As a consequence, you re-model your entire everyday life – because you want (or think you have to) be cooperative, especially when the family court beckons.

Or he comes and doesn’t have the child seat with him, because he hasn’t afforded one yet (or because he simply doesn’t think about something so trivial).

Or he doesn’t bring back the child’s clothes completely after the visit, so that you are now missing the only long (or short) pants (or jacket) your child has.

Or you witness him cheating or taking advantage of the system. Lying on his tax return or lying about his assets when it comes to calculating child support.

Or taking unfair advantage once here and once there.

And you think to yourself, “He gets away with everything! Nobody says anything! He’s having a lazy day / a nice life – and me? I have the work, the stress, the worries, and always have to jump! It’s so unfair!”

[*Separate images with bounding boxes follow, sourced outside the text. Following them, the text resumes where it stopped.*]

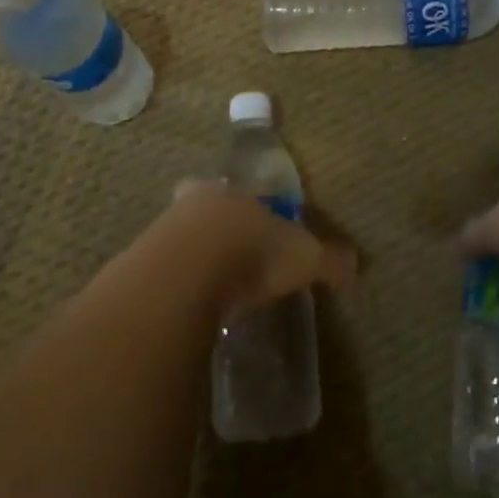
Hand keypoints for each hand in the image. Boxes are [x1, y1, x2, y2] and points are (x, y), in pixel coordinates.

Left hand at [167, 181, 355, 311]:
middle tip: (228, 255)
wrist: (188, 270)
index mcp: (238, 192)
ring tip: (208, 286)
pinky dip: (175, 283)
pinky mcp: (143, 261)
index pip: (244, 192)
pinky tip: (186, 305)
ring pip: (181, 235)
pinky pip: (163, 269)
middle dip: (215, 225)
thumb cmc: (252, 252)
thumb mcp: (303, 257)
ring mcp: (166, 228)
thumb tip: (355, 264)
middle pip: (206, 207)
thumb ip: (329, 260)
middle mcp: (199, 200)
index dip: (251, 209)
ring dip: (192, 255)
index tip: (256, 228)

One notices the intention, and one is disgruntled. (Goethe)

From the start you already know that you should “let go” there, but it still upsets you like hell when he has done something again.

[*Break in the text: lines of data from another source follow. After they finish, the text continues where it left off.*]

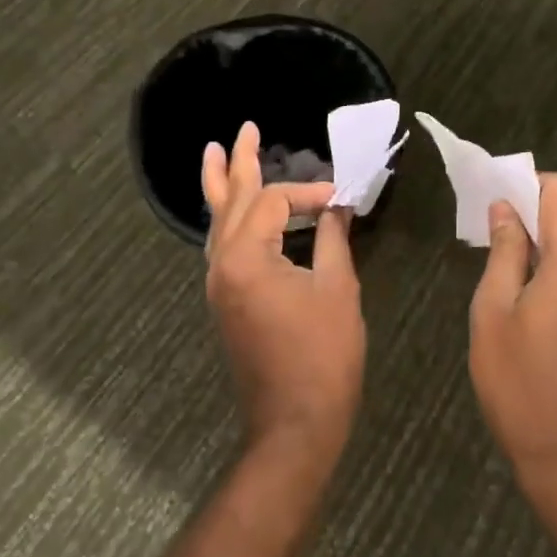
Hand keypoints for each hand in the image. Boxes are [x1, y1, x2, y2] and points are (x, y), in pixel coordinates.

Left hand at [203, 123, 365, 464]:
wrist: (294, 426)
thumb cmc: (322, 356)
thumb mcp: (337, 289)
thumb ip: (332, 239)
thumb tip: (336, 207)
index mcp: (247, 258)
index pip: (273, 201)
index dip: (308, 193)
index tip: (340, 199)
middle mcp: (222, 266)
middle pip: (228, 201)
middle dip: (238, 163)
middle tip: (243, 129)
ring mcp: (219, 285)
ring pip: (217, 223)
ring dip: (220, 187)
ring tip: (215, 155)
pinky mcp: (225, 302)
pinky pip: (221, 246)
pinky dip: (227, 220)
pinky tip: (232, 211)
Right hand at [468, 174, 556, 493]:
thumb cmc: (522, 386)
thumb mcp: (494, 313)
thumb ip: (504, 253)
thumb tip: (506, 209)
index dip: (529, 184)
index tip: (497, 200)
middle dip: (529, 225)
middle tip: (488, 248)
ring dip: (542, 259)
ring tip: (505, 292)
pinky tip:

Can’t you do something about it?

If necessary, report him – even anonymously to the tax authorities? Or talk trash about him at the next meeting in the youth welfare office or at the educational counseling, so that others also realize what an unscrupulous A…. he is?

Oh, you wish so much that he’d get a proper spanking!

Indeed, one or the other mother among my clients experiences an inner celebration of joy when the judge bangs his hand on the table and shows the toxic Ex his limits.

But this is not the rule – because most of the time they try to be neutral and objective, and all the excitement in everyday life is a side issue, which tends to go down badly in the courtroom if you make it an issue there.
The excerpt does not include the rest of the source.